If you send quotes or estimates and then wait to hear back, you're leaving a significant amount of revenue on the table. Studies consistently show that the majority of sales close on the third to fifth follow-up — and the majority of salespeople stop after one, or never follow up at all.
Most service business owners don't follow up consistently because they don't know what to say without sounding pushy, and because manually tracking who needs a follow-up is its own job. AI solves the first problem immediately.
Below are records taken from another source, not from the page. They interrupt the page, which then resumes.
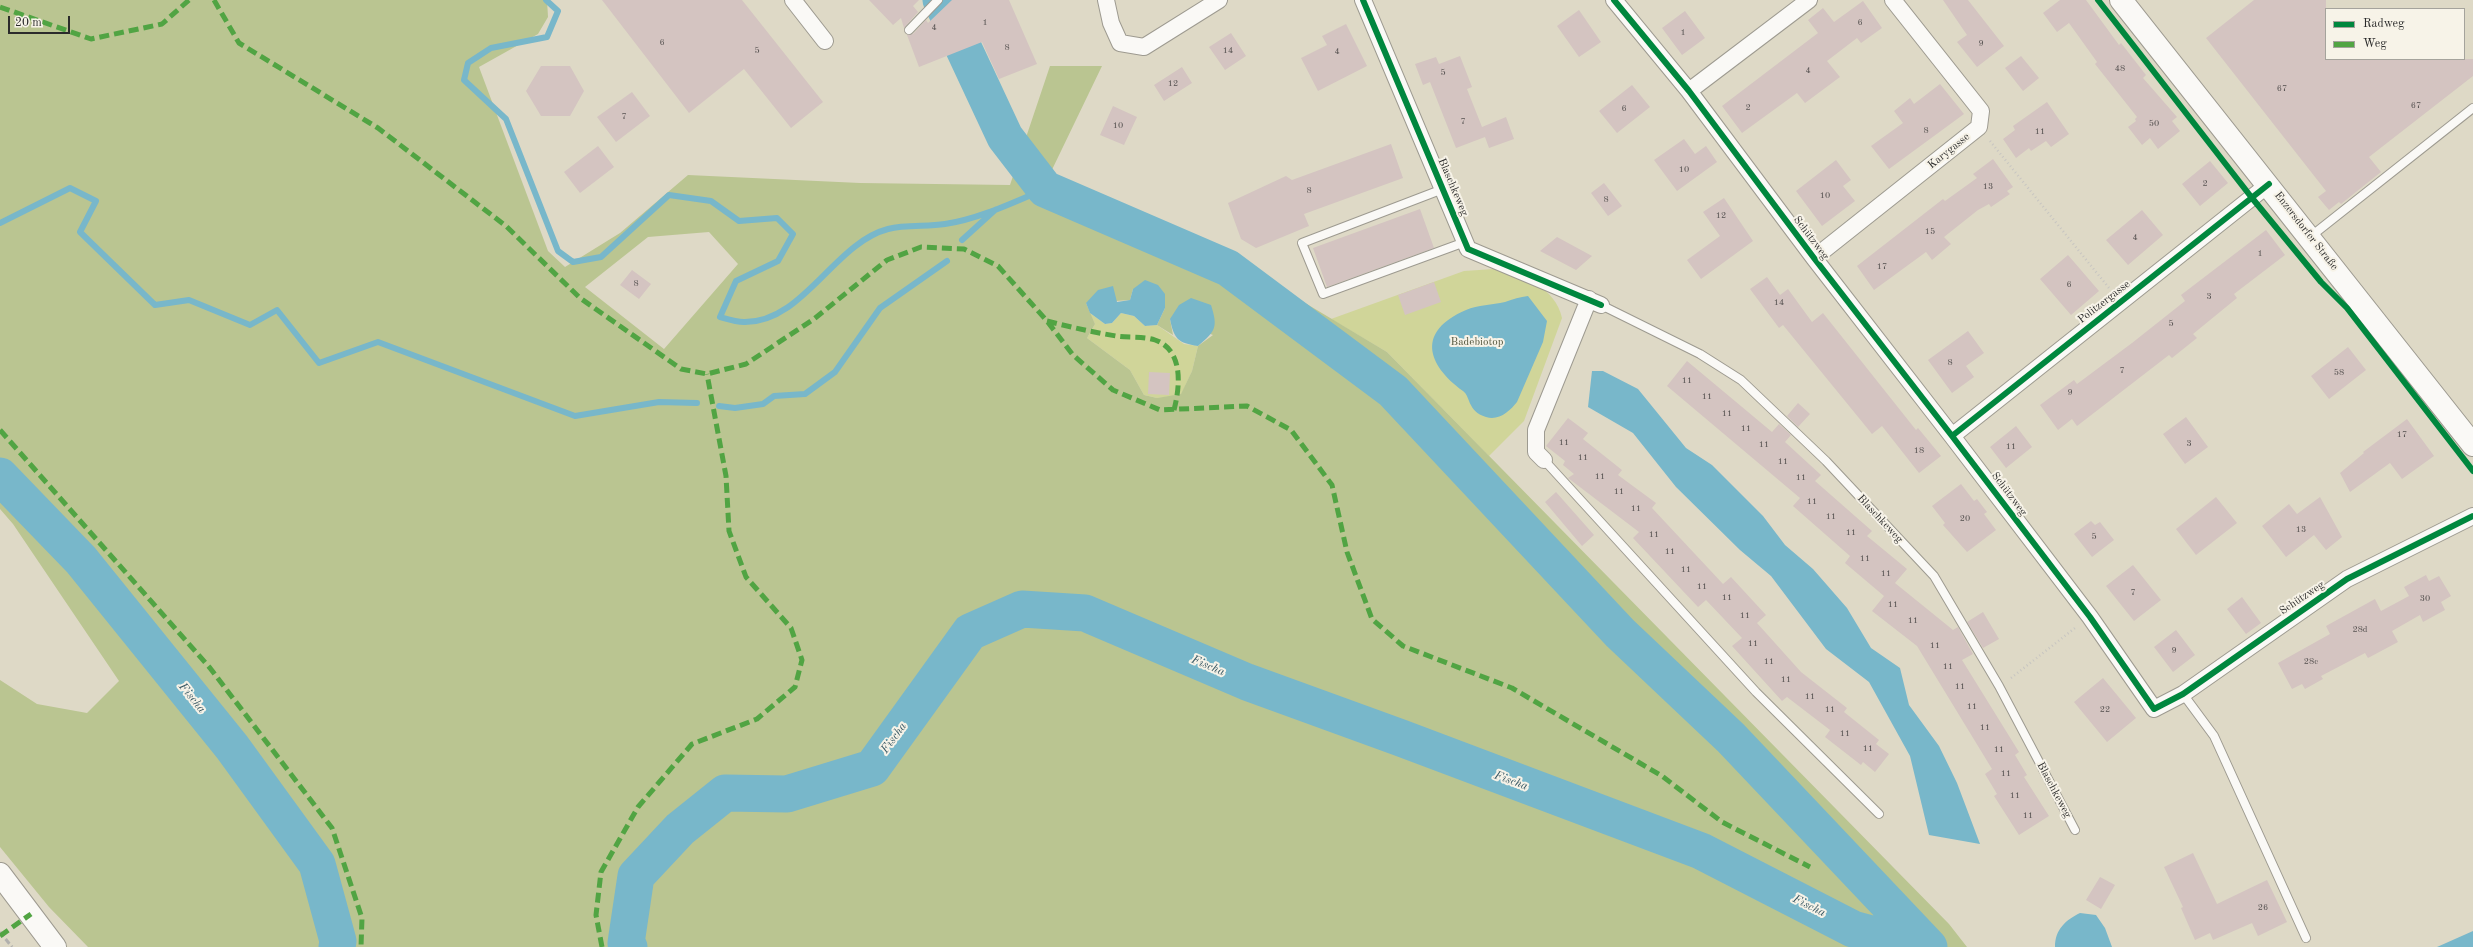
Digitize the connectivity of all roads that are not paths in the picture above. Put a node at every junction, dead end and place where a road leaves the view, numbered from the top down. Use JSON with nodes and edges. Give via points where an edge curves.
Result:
{"nodes":[{"id":1,"x":793,"y":0,"type":"edge"},
{"id":2,"x":1106,"y":0,"type":"edge"},
{"id":3,"x":1219,"y":0,"type":"edge"},
{"id":4,"x":1363,"y":0,"type":"edge"},
{"id":5,"x":1614,"y":0,"type":"edge"},
{"id":6,"x":1809,"y":0,"type":"edge"},
{"id":7,"x":1893,"y":0,"type":"edge"},
{"id":8,"x":2121,"y":0,"type":"edge"},
{"id":9,"x":935,"y":2,"type":"edge"},
{"id":10,"x":909,"y":30,"type":"dead end"},
{"id":11,"x":825,"y":41,"type":"dead end"},
{"id":12,"x":1689,"y":91,"type":"junction"},
{"id":13,"x":2473,"y":108,"type":"edge"},
{"id":14,"x":2269,"y":184,"type":"junction"},
{"id":15,"x":1443,"y":189,"type":"junction"},
{"id":16,"x":2310,"y":237,"type":"junction"},
{"id":17,"x":1465,"y":242,"type":"junction"},
{"id":18,"x":1814,"y":258,"type":"junction"},
{"id":19,"x":1595,"y":302,"type":"junction"},
{"id":20,"x":1952,"y":436,"type":"junction"},
{"id":21,"x":2473,"y":445,"type":"edge"},
{"id":22,"x":1544,"y":460,"type":"joint"},
{"id":23,"x":2473,"y":516,"type":"edge"},
{"id":24,"x":2183,"y":694,"type":"junction"},
{"id":25,"x":1879,"y":814,"type":"dead end"},
{"id":26,"x":2075,"y":830,"type":"dead end"},
{"id":27,"x":0,"y":874,"type":"edge"},
{"id":28,"x":2306,"y":938,"type":"dead end"},
{"id":29,"x":55,"y":947,"type":"edge"}],
"edges":[{"from":1,"to":11,"type":"street"},
{"from":2,"to":3,"type":"street","via":[[1111,24],[1120,43],[1144,48]]},
{"from":4,"to":15,"type":"street","name":"Blaschkeweg"},
{"from":5,"to":12,"type":"street","name":"Schützweg"},
{"from":6,"to":12,"type":"street"},
{"from":7,"to":18,"type":"street","name":"Karygasse","via":[[1981,111],[1979,127]]},
{"from":8,"to":14,"type":"main road","name":"Enzersdorfer Straße"},
{"from":9,"to":10,"type":"lane"},
{"from":12,"to":18,"type":"street","name":"Schützweg"},
{"from":13,"to":16,"type":"lane"},
{"from":14,"to":16,"type":"main road","name":"Enzersdorfer Straße"},
{"from":14,"to":20,"type":"street","name":"Politzergasse"},
{"from":15,"to":17,"type":"street","name":"Blaschkeweg"},
{"from":15,"to":17,"type":"lane","via":[[1302,243],[1323,294]]},
{"from":16,"to":21,"type":"main road","name":"Enzersdorfer Straße"},
{"from":17,"to":19,"type":"street","name":"Blaschkeweg","via":[[1468,249]]},
{"from":18,"to":20,"type":"street","name":"Schützweg"},
{"from":19,"to":22,"type":"street","via":[[1536,430],[1536,452]]},
{"from":19,"to":26,"type":"lane","name":"Blaschkeweg","via":[[1700,354],[1741,380],[1820,456],[1934,576],[1999,686]]},
{"from":20,"to":24,"type":"street","name":"Schützweg","via":[[2090,617],[2154,710]]},
{"from":22,"to":25,"type":"lane","via":[[1756,692]]},
{"from":23,"to":24,"type":"street","name":"Schützweg","via":[[2347,579]]},
{"from":24,"to":28,"type":"lane","via":[[2214,736]]},
{"from":27,"to":29,"type":"main road"}]}
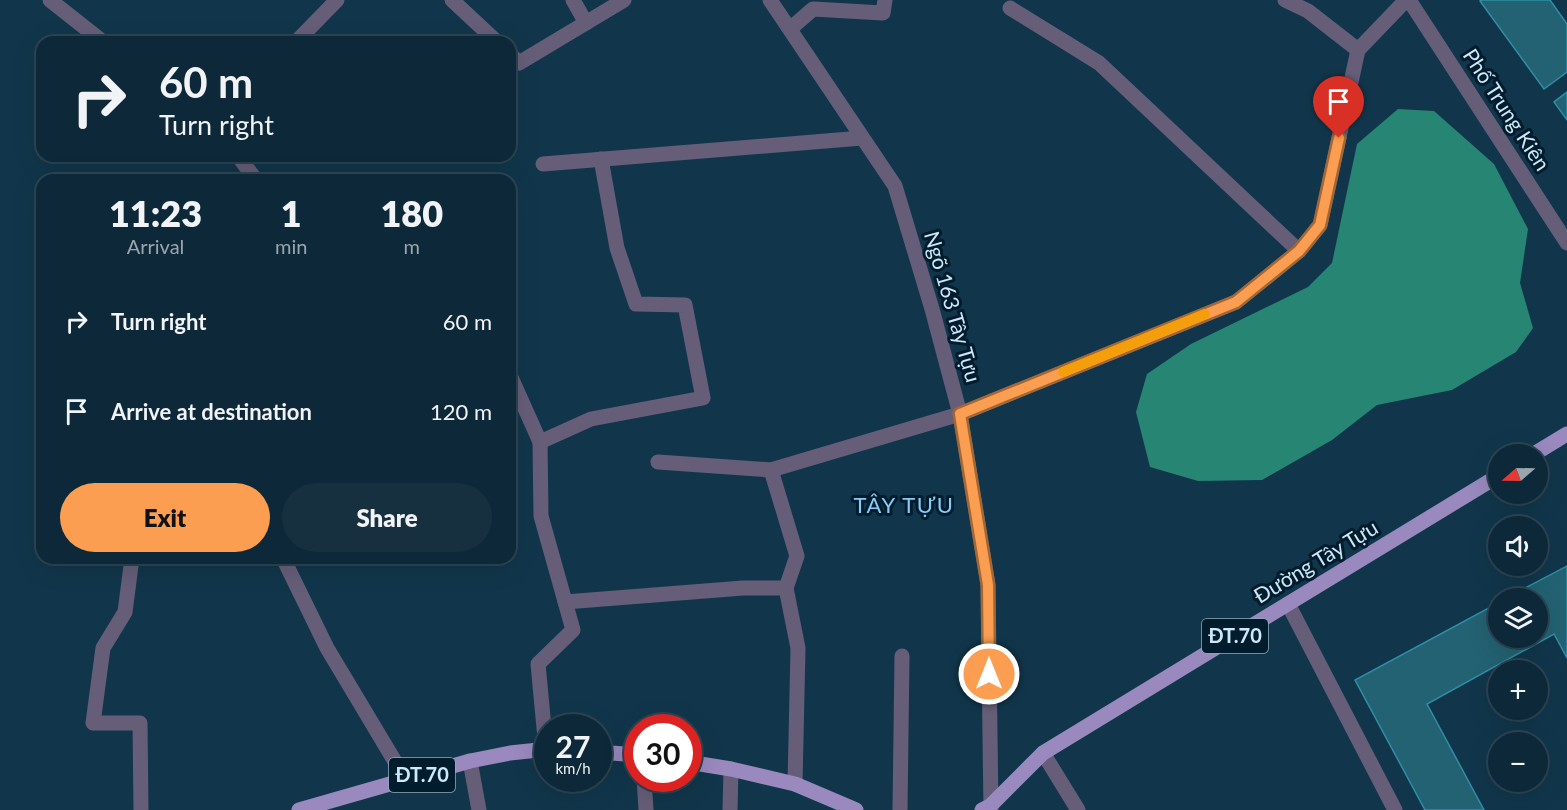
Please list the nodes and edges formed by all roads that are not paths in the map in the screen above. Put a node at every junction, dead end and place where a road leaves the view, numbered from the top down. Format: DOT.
graph roads {
  1 [pos="50,0"];
  2 [pos="337,0"];
  3 [pos="452,0"];
  4 [pos="573,0"];
  5 [pos="624,0"];
  6 [pos="770,0"];
  7 [pos="885,0"];
  8 [pos="1285,0"];
  9 [pos="1407,0"];
  10 [pos="1010,8"];
  11 [pos="586,23"];
  12 [pos="790,29"];
  13 [pos="95,36"];
  14 [pos="302,36"];
  15 [pos="491,36"];
  16 [pos="1358,50"];
  17 [pos="516,60"];
  18 [pos="862,138"];
  19 [pos="601,159"];
  20 [pos="543,164"];
  21 [pos="1567,243"];
  22 [pos="1299,251"];
  23 [pos="516,388"];
  24 [pos="960,414"];
  25 [pos="1567,434"];
  26 [pos="540,442"];
  27 [pos="1548,446"];
  28 [pos="658,462"];
  29 [pos="771,470"];
  30 [pos="1488,482"];
  31 [pos="131,564"];
  32 [pos="286,564"];
  33 [pos="786,588"];
  34 [pos="565,602"];
  35 [pos="1288,604"];
  36 [pos="902,656"];
  37 [pos="543,714"];
  38 [pos="534,750"];
  39 [pos="1043,753"];
  40 [pos="470,761"];
  41 [pos="702,764"];
  42 [pos="731,769"];
  43 [pos="406,780"];
  44 [pos="795,784"];
  45 [pos="645,792"];
  46 [pos="988,809"];
  47 [pos="141,810"];
  48 [pos="298,810"];
  49 [pos="478,810"];
  50 [pos="646,810"];
  51 [pos="730,810"];
  52 [pos="856,810"];
  53 [pos="900,810"];
  54 [pos="1078,810"];
  55 [pos="1395,810"];
  1 -- 13 [label="street"];
  2 -- 14 [label="street"];
  3 -- 15 [label="street"];
  4 -- 11 [label="street"];
  5 -- 11 [label="street"];
  6 -- 12 [label="street, Ngõ 163 Tây Tựu"];
  7 -- 12 [label="street"];
  8 -- 16 [label="street"];
  9 -- 16 [label="street"];
  9 -- 21 [label="street, Phố Trung Kiên"];
  10 -- 22 [label="street"];
  11 -- 17 [label="street"];
  12 -- 18 [label="street, Ngõ 163 Tây Tựu"];
  16 -- 22 [label="street"];
  18 -- 19 [label="street"];
  18 -- 24 [label="street, Ngõ 163 Tây Tựu"];
  19 -- 20 [label="street"];
  19 -- 26 [label="street"];
  22 -- 24 [label="street"];
  23 -- 26 [label="street"];
  24 -- 29 [label="street"];
  24 -- 46 [label="street, Ngõ 163 Tây Tựu"];
  25 -- 27 [label="main road"];
  26 -- 34 [label="street"];
  28 -- 29 [label="street"];
  29 -- 33 [label="street"];
  30 -- 35 [label="main road, Đường Tây Tựu / ĐT.70"];
  31 -- 47 [label="street"];
  32 -- 43 [label="street"];
  33 -- 34 [label="street"];
  33 -- 44 [label="street"];
  34 -- 37 [label="street"];
  35 -- 39 [label="main road, Đường Tây Tựu / ĐT.70"];
  35 -- 55 [label="street"];
  36 -- 53 [label="street"];
  38 -- 40 [label="main road, ĐT.70"];
  39 -- 46 [label="main road, Đường Tây Tựu / ĐT.70"];
  39 -- 54 [label="street"];
  40 -- 43 [label="main road, ĐT.70"];
  40 -- 49 [label="street"];
  41 -- 42 [label="main road"];
  42 -- 44 [label="main road"];
  42 -- 51 [label="street"];
  43 -- 48 [label="main road, ĐT.70"];
  44 -- 52 [label="main road"];
  45 -- 50 [label="street"];
}
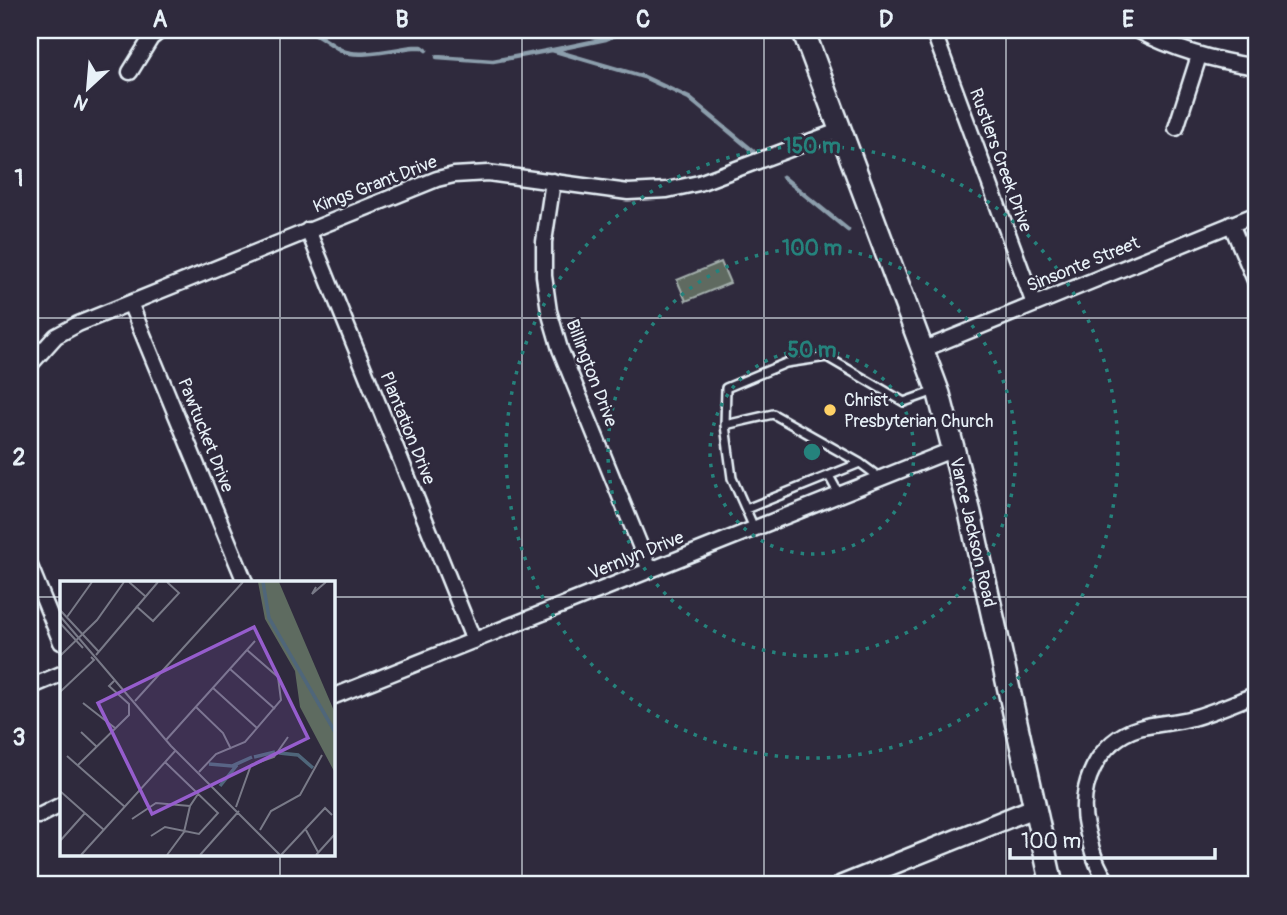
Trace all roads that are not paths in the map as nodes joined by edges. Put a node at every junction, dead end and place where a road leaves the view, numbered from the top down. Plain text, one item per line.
1 (161, 30) edge
2 (803, 30) edge
3 (933, 30) edge
4 (1137, 30) edge
5 (1199, 56) junction
6 (1257, 67) edge
7 (130, 72) dead end
8 (1176, 128) dead end
9 (841, 130) junction
10 (553, 181) junction
11 (1257, 214) edge
12 (1231, 224) junction
13 (308, 230) junction
14 (1257, 285) edge
15 (130, 303) junction
16 (1034, 304) junction
17 (922, 350) junction
18 (30, 365) edge
19 (937, 390) junction
20 (725, 425) junction
21 (954, 449) junction
22 (860, 463) junction
23 (829, 475) junction
24 (880, 478) junction
25 (839, 494) junction
26 (746, 509) junction
27 (754, 528) junction
28 (30, 566) edge
29 (650, 570) junction
30 (244, 581) edge
31 (60, 640) edge
32 (474, 640) junction
33 (60, 674) edge
34 (30, 687) edge
35 (334, 696) edge
36 (1256, 698) edge
37 (60, 806) edge
38 (1034, 808) junction
39 (39, 816) dead end
40 (842, 885) edge
41 (1052, 885) edge
42 (1110, 885) edge

1 - 7 street
2 - 9 main road, Vance Jackson Road
3 - 16 street, Rustlers Creek Drive
4 - 5 street
5 - 6 street
5 - 8 street
9 - 10 street, Kings Grant Drive
9 - 17 main road, Vance Jackson Road
10 - 13 street, Kings Grant Drive
10 - 29 street, Billington Drive
11 - 12 street, Sinsonte Street
12 - 14 street
12 - 16 street, Sinsonte Street
13 - 15 street, Kings Grant Drive
13 - 32 street, Plantation Drive
15 - 18 street, Kings Grant Drive
15 - 30 street, Pawtucket Drive
16 - 17 street, Sinsonte Street
17 - 19 main road, Vance Jackson Road
19 - 20 lane
19 - 21 main road, Vance Jackson Road
20 - 22 lane
20 - 26 lane
21 - 24 street, Vernlyn Drive
21 - 38 main road, Vance Jackson Road
22 - 23 lane
22 - 24 lane
23 - 25 lane
23 - 26 lane
24 - 25 street, Vernlyn Drive
25 - 27 street, Vernlyn Drive
26 - 27 lane
27 - 29 street, Vernlyn Drive
28 - 31 street
29 - 32 street, Vernlyn Drive
32 - 35 street, Vernlyn Drive
33 - 34 street
36 - 42 street
37 - 39 street
38 - 40 street
38 - 41 main road, Vance Jackson Road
This article focuses on that part: using ChatGPT or Claude to write a reusable, professional 3-email sequence you can send after every quote.
The Logic Behind a 3-Email Sequence
Each email in the sequence has a different job:
- Email 1 (Day 1–2 after the quote): A brief, friendly check-in. Have they had a chance to review it? Any questions? This email does most of the work. Most of your responses will come from this one.
- Email 2 (Day 5–7): A soft nudge that adds a little value — a relevant piece of information, a clarification, or a reminder of what they get. Not a repeat of Email 1.
- Email 3 (Day 12–14): A closing email. You're checking in one more time, and you're giving them an easy way to say no if they've decided to go another direction. This email protects your time and maintains your dignity — it doesn't beg.
After three emails with no response, you've done your job. Move on. The sequence is about capturing the people who are interested but busy or distracted — not about converting hard nos.
The Prompt
Open ChatGPT or Claude and use this:
"I run a [business type] in [city], Canada. After I send a quote or estimate to a prospective customer, I'd like a 3-email follow-up sequence to send if they haven't responded.
Here's the context:
— My typical quote is for [describe what you quote — e.g., a home renovation, a cleaning service package, an accounting engagement]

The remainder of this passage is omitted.